Her serene faith in both God and Normanby shook Carmichael. “Let me know when Sergeant Richards calls me,” he said.
She went back to her post, and he drank his tea and read the
Times
article about the delegates coming for the conference from so much of the world. At last, the telephone shrilled. “Everything’s ready, sir,” Richards said.
“I’ll be right up,” Carmichael said.
He put on his hat and coat, nodding at Miss Duthie in what he hoped was a resolute way. “Good luck,” she said. “Oh, the very best of luck!”
He ran up the stairs and found what seemed a procession waiting. There was a radio car, an armored van, two marked police cars, and one plain black Bentley. “How many men did you decide on, Sergeant Richards?” Carmichael asked.
“Enough to do the job properly, sir,” Richards replied. He was wearing a flak jacket, and he held one out to Carmichael. “Bulletproof, sir?”
“Thank you, sergeant.” It wouldn’t fit over his coat, so he put it on underneath, like a waistcoat.
The convoy drove off and waited in Russell Square, on the most likely route.

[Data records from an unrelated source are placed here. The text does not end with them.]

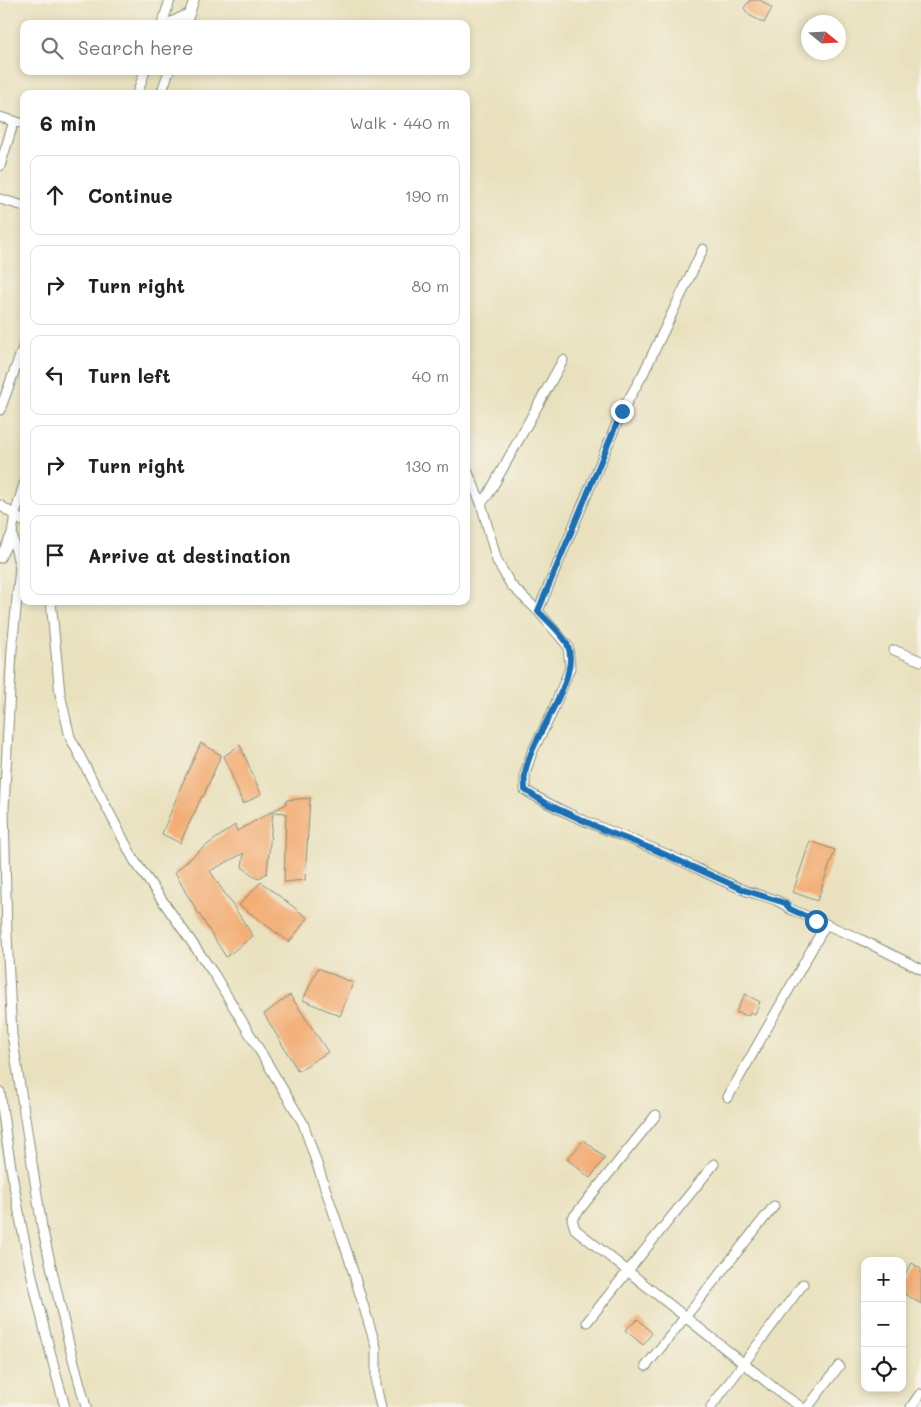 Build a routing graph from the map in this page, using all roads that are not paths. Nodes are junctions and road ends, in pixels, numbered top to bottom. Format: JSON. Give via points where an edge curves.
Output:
{"nodes":[{"id":1,"x":170,"y":0,"type":"edge"},
{"id":2,"x":194,"y":0,"type":"edge"},
{"id":3,"x":190,"y":13,"type":"junction"},
{"id":4,"x":163,"y":20,"type":"edge"},
{"id":5,"x":175,"y":20,"type":"edge"},
{"id":6,"x":187,"y":20,"type":"edge"},
{"id":7,"x":144,"y":75,"type":"edge"},
{"id":8,"x":168,"y":75,"type":"edge"},
{"id":9,"x":138,"y":90,"type":"edge"},
{"id":10,"x":162,"y":90,"type":"edge"},
{"id":11,"x":0,"y":116,"type":"edge"},
{"id":12,"x":14,"y":121,"type":"junction"},
{"id":13,"x":20,"y":123,"type":"edge"},
{"id":14,"x":0,"y":166,"type":"edge"},
{"id":15,"x":0,"y":199,"type":"edge"},
{"id":16,"x":20,"y":205,"type":"edge"},
{"id":17,"x":703,"y":249,"type":"dead end"},
{"id":18,"x":20,"y":356,"type":"edge"},
{"id":19,"x":563,"y":360,"type":"dead end"},
{"id":20,"x":0,"y":410,"type":"edge"},
{"id":21,"x":470,"y":477,"type":"edge"},
{"id":22,"x":20,"y":497,"type":"edge"},
{"id":23,"x":481,"y":503,"type":"junction"},
{"id":24,"x":0,"y":505,"type":"edge"},
{"id":25,"x":15,"y":514,"type":"junction"},
{"id":26,"x":20,"y":518,"type":"edge"},
{"id":27,"x":12,"y":534,"type":"junction"},
{"id":28,"x":0,"y":558,"type":"edge"},
{"id":29,"x":51,"y":605,"type":"edge"},
{"id":30,"x":538,"y":611,"type":"junction"},
{"id":31,"x":894,"y":650,"type":"dead end"},
{"id":32,"x":921,"y":661,"type":"edge"},
{"id":33,"x":826,"y":924,"type":"junction"},
{"id":34,"x":921,"y":970,"type":"edge"},
{"id":35,"x":0,"y":1092,"type":"edge"},
{"id":36,"x":728,"y":1097,"type":"dead end"},
{"id":37,"x":656,"y":1115,"type":"dead end"},
{"id":38,"x":714,"y":1164,"type":"dead end"},
{"id":39,"x":774,"y":1206,"type":"dead end"},
{"id":40,"x":628,"y":1271,"type":"junction"},
{"id":41,"x":803,"y":1284,"type":"dead end"},
{"id":42,"x":686,"y":1317,"type":"junction"},
{"id":43,"x":587,"y":1322,"type":"dead end"},
{"id":44,"x":744,"y":1363,"type":"junction"},
{"id":45,"x":646,"y":1366,"type":"dead end"},
{"id":46,"x":839,"y":1366,"type":"dead end"},
{"id":47,"x":920,"y":1394,"type":"edge"},
{"id":48,"x":65,"y":1407,"type":"edge"},
{"id":49,"x":86,"y":1407,"type":"edge"},
{"id":50,"x":381,"y":1407,"type":"edge"},
{"id":51,"x":711,"y":1407,"type":"edge"},
{"id":52,"x":801,"y":1407,"type":"edge"},
{"id":53,"x":808,"y":1407,"type":"edge"},
{"id":54,"x":911,"y":1407,"type":"edge"}],
"edges":[{"from":1,"to":4,"type":"street"},
{"from":2,"to":3,"type":"street"},
{"from":3,"to":5,"type":"street"},
{"from":3,"to":6,"type":"street"},
{"from":7,"to":9,"type":"street"},
{"from":8,"to":10,"type":"street"},
{"from":11,"to":12,"type":"street"},
{"from":12,"to":13,"type":"street"},
{"from":12,"to":14,"type":"street"},
{"from":15,"to":16,"type":"street"},
{"from":17,"to":30,"type":"street","via":[[622,411]]},
{"from":18,"to":20,"type":"street"},
{"from":19,"to":23,"type":"street"},
{"from":21,"to":23,"type":"street"},
{"from":22,"to":25,"type":"street"},
{"from":23,"to":30,"type":"street","via":[[497,561],[511,585]]},
{"from":24,"to":25,"type":"street"},
{"from":25,"to":26,"type":"street"},
{"from":25,"to":27,"type":"street"},
{"from":27,"to":28,"type":"street"},
{"from":27,"to":49,"type":"street","via":[[20,568],[12,649],[4,809],[12,1035],[42,1227]]},
{"from":29,"to":50,"type":"street","via":[[60,694],[70,737],[134,860],[214,974],[303,1123],[376,1347],[376,1386]]},
{"from":30,"to":33,"type":"street","via":[[568,646],[570,668],[532,752],[525,774],[525,790],[545,803],[606,831],[744,890],[785,903],[790,909]]},
{"from":31,"to":32,"type":"street"},
{"from":33,"to":34,"type":"street"},
{"from":33,"to":36,"type":"street"},
{"from":35,"to":48,"type":"street","via":[[22,1228],[48,1347]]},
{"from":37,"to":40,"type":"street","via":[[572,1219],[575,1229]]},
{"from":38,"to":40,"type":"street"},
{"from":39,"to":42,"type":"street"},
{"from":40,"to":42,"type":"street"},
{"from":40,"to":43,"type":"street"},
{"from":41,"to":44,"type":"street"},
{"from":42,"to":44,"type":"street"},
{"from":42,"to":45,"type":"street"},
{"from":44,"to":51,"type":"street"},
{"from":44,"to":52,"type":"street"},
{"from":46,"to":53,"type":"street"},
{"from":47,"to":54,"type":"street"}]}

The wait was interminable. Every half hour, the radio car contacted the Watchtower briefly, to make sure everything was still in working order. Carmichael sat beside Richards in the Bentley,
wishing he’d waited in his office. The flak jacket dug uncomfortably into his side. Passersby looked at them curiously, and one man walking a dog scurried off down a side street rather than pass them. “We’re not inconspicuous, sergeant,” he said.
“No, sir. Did you want to be, sir?”
That was unanswerable. “I suppose not,” he said.

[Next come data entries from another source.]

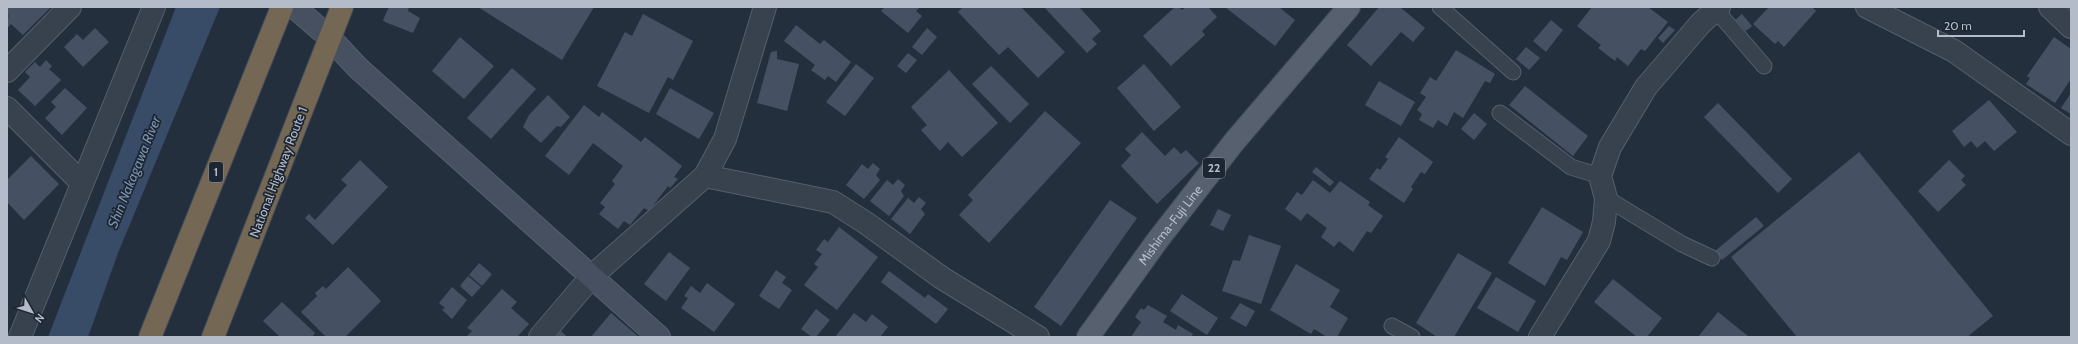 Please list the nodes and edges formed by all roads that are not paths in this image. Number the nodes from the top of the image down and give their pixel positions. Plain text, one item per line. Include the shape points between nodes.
1 (70, 7) edge
2 (154, 7) edge
3 (282, 7) edge
4 (294, 7) edge
5 (342, 7) edge
6 (765, 7) edge
7 (1349, 7) edge
8 (1440, 7) edge
9 (1867, 7) edge
10 (2050, 7) edge
11 (1717, 8) edge
12 (2071, 27) edge
13 (330, 38) junction
14 (1764, 66) dead end
15 (7, 71) edge
16 (1512, 72) dead end
17 (7, 108) edge
18 (1500, 113) dead end
19 (2071, 134) edge
20 (705, 176) junction
21 (1600, 176) junction
22 (82, 182) junction
23 (1606, 198) junction
24 (1712, 258) dead end
25 (592, 276) junction
26 (1392, 326) dead end
27 (20, 337) edge
28 (150, 337) edge
29 (213, 337) edge
30 (540, 337) edge
31 (659, 337) edge
32 (1038, 337) edge
33 (1088, 337) edge
34 (1412, 337) edge
35 (1540, 337) edge

1 - 15 street
2 - 22 street
3 - 28 highway, 1
4 - 13 street
5 - 13 highway, National Highway Route 1
6 - 20 street via 725,139
7 - 33 main road, Mishima-Fuji Line / 22 via 1234,142 1156,241
8 - 16 lane
9 - 19 street via 1954,51
10 - 12 street
11 - 14 lane
11 - 21 street via 1646,87 1610,147
13 - 25 street via 358,68
13 - 29 highway, National Highway Route 1
17 - 22 street
18 - 21 lane via 1572,167
20 - 25 street
20 - 32 street via 833,202 942,278
21 - 23 street
22 - 27 street
23 - 24 lane via 1682,244
23 - 35 street via 1599,241
25 - 30 street
25 - 31 street
26 - 34 lane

Later, Richards asked, “When we have secured the hostage, where do we take her, sir? Back to the Watchtower?”
Carmichael started. “No, that won’t do. I’ll take her. But you’ll have to stop them following me.”
“Yes, sir.” Richards got out of the car and walked along the parked convoy, giving or adjusting orders. “That’s sorted, sir,” he said when he came back. “Constable Black will be moving up to be your driver, and I’ll stay and direct the operation. He’ll keep his eye out for anyone following.”
“Not Black,” Carmichael said. “Can I have Collins?” Black was driving one of the marked cars and Collins the other. The only real difference between them was that Collins was a member of the Inner Watch.
“If you prefer, sir,” Richards said. “I’ll tell them. Now when it happens, sir, if you don’t mind, you just stay in this car. You don’t need to get out unless I signal you, or anything happens to me.”
“Very good, sergeant,” Carmichael said. “I won’t come across you, this is your operation.”
“Yes, sir.”
Richards got out and went over to Black, and then Collins. He went to the van and had a word with the men inside. Carmichael didn’t see how many were in there, but they looked crowded. Then Richards came back and folded himself into the driver’s seat beside him. “That’s all sorted, sir. Collins will drive you.”
“Well done, sergeant,” Carmichael said. They settled down again to wait. It was some time before a signal came from the radio car.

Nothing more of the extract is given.